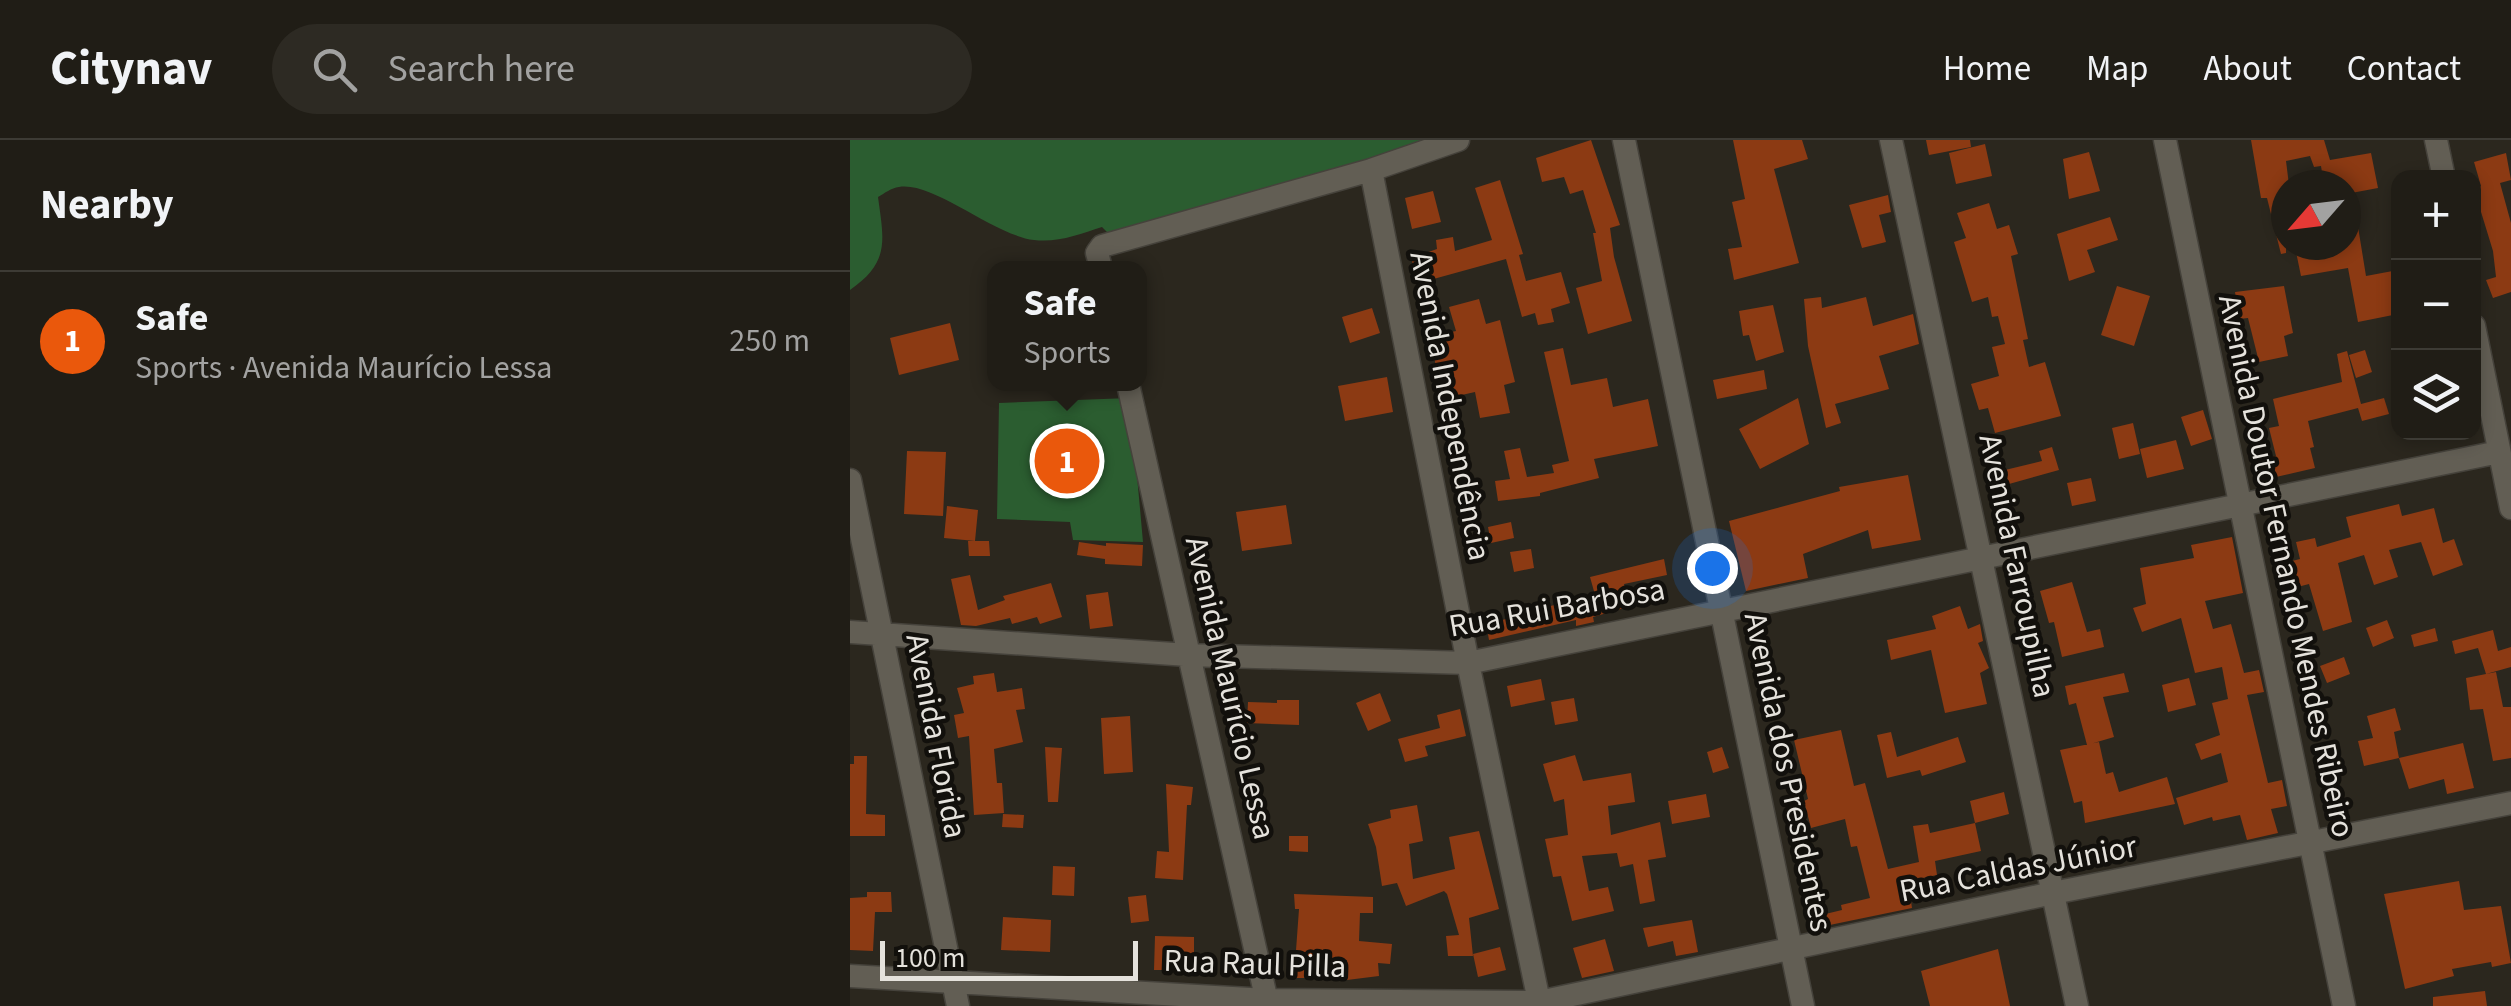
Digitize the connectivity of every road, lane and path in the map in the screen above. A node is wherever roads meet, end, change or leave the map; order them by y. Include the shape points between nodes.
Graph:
1 (1458, 140) edge
2 (1624, 140) edge
3 (1892, 140) edge
4 (2164, 140) edge
5 (2436, 140) edge
6 (1371, 170) junction
7 (2442, 170) edge
8 (1099, 258) edge
9 (2479, 350) edge
10 (1130, 391) edge
11 (2499, 452) junction
12 (850, 480) edge
13 (2241, 506) junction
14 (2511, 508) edge
15 (1982, 556) junction
16 (1722, 611) junction
17 (850, 632) edge
18 (882, 634) junction
19 (1188, 655) junction
20 (1468, 662) junction
21 (2511, 803) edge
22 (2310, 845) junction
23 (2053, 894) junction
24 (1791, 948) junction
25 (850, 976) edge
26 (952, 981) junction
27 (1267, 1003) edge
28 (1539, 1004) edge
29 (958, 1006) edge
30 (1803, 1006) edge
31 (2078, 1006) edge
32 (2344, 1006) edge

1 - 6 street
2 - 16 street, Avenida dos Presidentes
3 - 15 street, Avenida Farroupilha
4 - 13 street, Avenida Doutor Fernando Mendes Ribeiro
5 - 7 street
6 - 8 street
6 - 20 street, Avenida Independência
9 - 11 street
10 - 19 street, Avenida Maurício Lessa
11 - 13 street, Rua Rui Barbosa
11 - 14 street
12 - 18 street, Avenida Florida
13 - 15 street, Rua Rui Barbosa
13 - 22 street, Avenida Doutor Fernando Mendes Ribeiro
15 - 16 street, Rua Rui Barbosa
15 - 23 street, Avenida Farroupilha
16 - 20 street, Rua Rui Barbosa
16 - 24 street, Avenida dos Presidentes
17 - 18 street, Rua Rui Barbosa
18 - 19 street, Rua Rui Barbosa
18 - 26 street, Avenida Florida
19 - 20 street, Rua Rui Barbosa
19 - 27 street, Avenida Maurício Lessa
20 - 28 street, Avenida Independência
21 - 22 street, Rua Caldas Júnior
22 - 23 street, Rua Caldas Júnior
22 - 32 street, Avenida Doutor Fernando Mendes Ribeiro
23 - 24 street, Rua Caldas Júnior
23 - 31 street, Avenida Farroupilha
24 - 28 street, Rua Caldas Júnior
24 - 30 street, Avenida dos Presidentes
25 - 26 street, Rua Raul Pilla
26 - 27 street, Rua Raul Pilla
26 - 29 street, Avenida Florida
27 - 28 street, Rua Raul Pilla

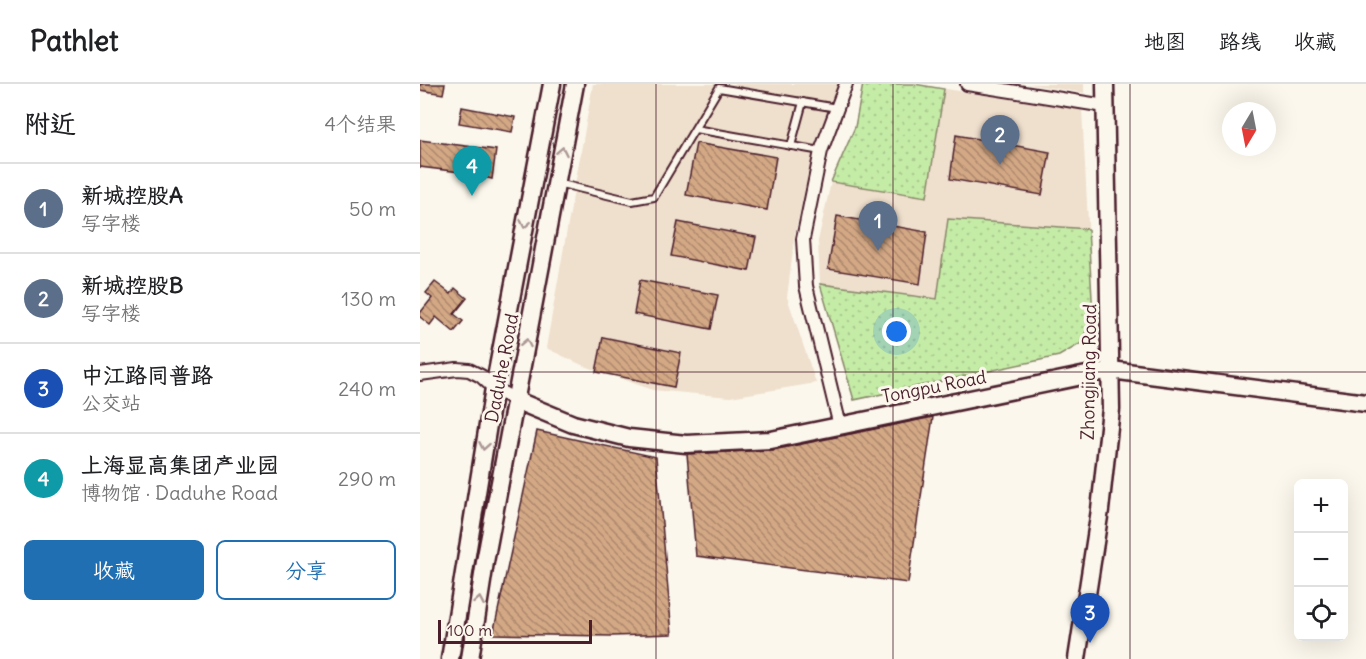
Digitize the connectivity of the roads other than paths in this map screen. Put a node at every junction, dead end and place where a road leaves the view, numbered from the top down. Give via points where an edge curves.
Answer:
1 (552, 84) edge
2 (575, 84) edge
3 (846, 84) edge
4 (967, 84) edge
5 (1105, 84) edge
6 (802, 102) junction
7 (1105, 106) junction
8 (838, 108) junction
9 (695, 129) junction
10 (791, 146) junction
11 (821, 151) junction
12 (556, 183) junction
13 (1111, 370) junction
14 (420, 374) edge
15 (494, 388) junction
16 (515, 400) junction
17 (1366, 403) edge
18 (840, 426) junction
19 (450, 659) edge
20 (470, 659) edge
21 (1077, 659) edge

1 -> 15 street, Daduhe Road
12 -> 2 street, Daduhe Road
3 - 8 street
4 - 7 street
5 - 7 street, Zhongjiang Road
6 - 8 lane
6 - 9 lane via 719,88
6 - 10 lane
7 - 13 street, Zhongjiang Road
8 - 11 street
9 - 10 lane
9 - 12 lane via 654,197 632,201
10 - 11 lane
11 - 18 street via 803,239 806,286
16 -> 12 street, Daduhe Road
13 - 17 street, Tongpu Road
13 - 18 street, Tongpu Road
13 - 21 street, Zhongjiang Road via 1108,447
14 - 15 street via 469,370
15 - 16 street
15 -> 19 street, Daduhe Road
16 - 18 street, Tongpu Road via 573,424 666,443 771,440
20 -> 16 street, Daduhe Road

=== WORK ORDER ===
Copy every line in the records above that contains the word "Raul".

=== RESULT FOR THIS EXERCISE ===
25 - 26 street, Rua Raul Pilla
26 - 27 street, Rua Raul Pilla
27 - 28 street, Rua Raul Pilla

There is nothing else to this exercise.